(Exercise inputs)
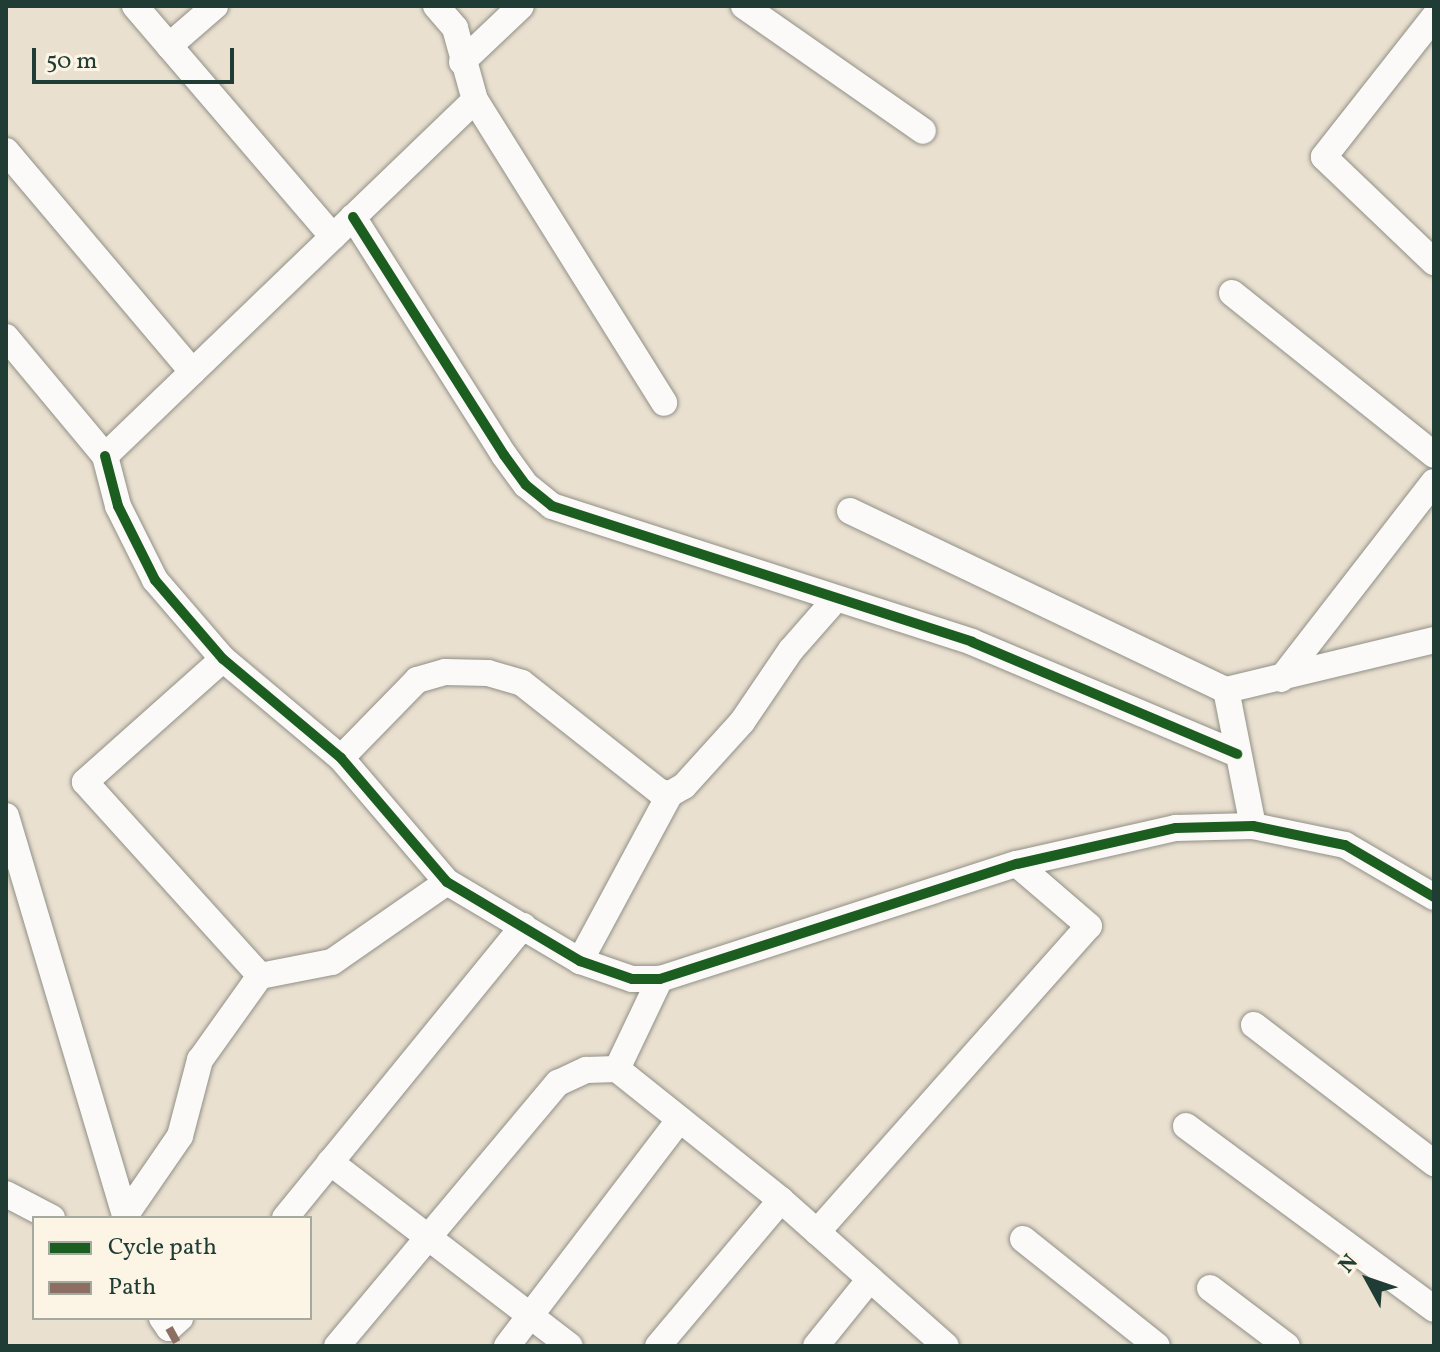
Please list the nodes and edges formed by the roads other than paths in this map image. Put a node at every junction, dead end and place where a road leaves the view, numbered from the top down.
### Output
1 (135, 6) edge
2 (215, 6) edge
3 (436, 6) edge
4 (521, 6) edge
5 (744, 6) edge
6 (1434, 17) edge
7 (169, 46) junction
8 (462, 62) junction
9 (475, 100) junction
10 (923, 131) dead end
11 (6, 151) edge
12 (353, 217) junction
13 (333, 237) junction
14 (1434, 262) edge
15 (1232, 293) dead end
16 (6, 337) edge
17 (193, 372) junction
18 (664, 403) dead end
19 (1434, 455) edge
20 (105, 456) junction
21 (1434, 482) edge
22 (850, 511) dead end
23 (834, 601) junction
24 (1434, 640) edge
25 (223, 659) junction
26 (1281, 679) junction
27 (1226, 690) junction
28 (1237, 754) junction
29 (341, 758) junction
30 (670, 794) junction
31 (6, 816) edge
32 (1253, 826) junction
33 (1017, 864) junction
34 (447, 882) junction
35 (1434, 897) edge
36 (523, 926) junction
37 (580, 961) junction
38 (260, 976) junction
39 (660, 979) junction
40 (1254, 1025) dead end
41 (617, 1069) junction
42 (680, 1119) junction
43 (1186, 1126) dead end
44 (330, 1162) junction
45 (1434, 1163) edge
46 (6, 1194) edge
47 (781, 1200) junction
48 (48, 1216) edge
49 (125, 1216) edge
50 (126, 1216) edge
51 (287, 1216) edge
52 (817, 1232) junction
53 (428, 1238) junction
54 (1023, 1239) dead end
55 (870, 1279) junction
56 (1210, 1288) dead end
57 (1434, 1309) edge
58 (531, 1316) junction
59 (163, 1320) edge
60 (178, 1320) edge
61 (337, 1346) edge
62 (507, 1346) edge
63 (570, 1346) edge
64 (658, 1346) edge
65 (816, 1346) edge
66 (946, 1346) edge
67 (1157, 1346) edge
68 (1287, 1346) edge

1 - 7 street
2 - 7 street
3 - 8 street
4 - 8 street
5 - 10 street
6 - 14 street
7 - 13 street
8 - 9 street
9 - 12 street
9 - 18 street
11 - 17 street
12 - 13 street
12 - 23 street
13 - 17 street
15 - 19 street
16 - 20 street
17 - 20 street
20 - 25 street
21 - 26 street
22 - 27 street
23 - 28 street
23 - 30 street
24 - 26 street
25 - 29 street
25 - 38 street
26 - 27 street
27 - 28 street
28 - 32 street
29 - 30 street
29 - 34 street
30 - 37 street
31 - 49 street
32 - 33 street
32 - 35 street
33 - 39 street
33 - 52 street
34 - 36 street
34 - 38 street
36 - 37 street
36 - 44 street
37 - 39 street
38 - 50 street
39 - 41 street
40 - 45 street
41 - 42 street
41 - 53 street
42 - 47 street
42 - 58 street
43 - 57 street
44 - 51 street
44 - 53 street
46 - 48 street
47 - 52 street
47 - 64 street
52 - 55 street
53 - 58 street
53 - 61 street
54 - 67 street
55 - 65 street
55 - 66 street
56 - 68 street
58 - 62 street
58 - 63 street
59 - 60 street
(End Exercise inputs)
If a line of the data contains "dead", copy it out.

▸ Response below:
Please list the nodes and edges formed by the roads other than paths in this map image. Put a node at every junction, dead end and place where a road leaves the view, numbered from the top down.
10 (923, 131) dead end
15 (1232, 293) dead end
18 (664, 403) dead end
22 (850, 511) dead end
40 (1254, 1025) dead end
43 (1186, 1126) dead end
54 (1023, 1239) dead end
56 (1210, 1288) dead end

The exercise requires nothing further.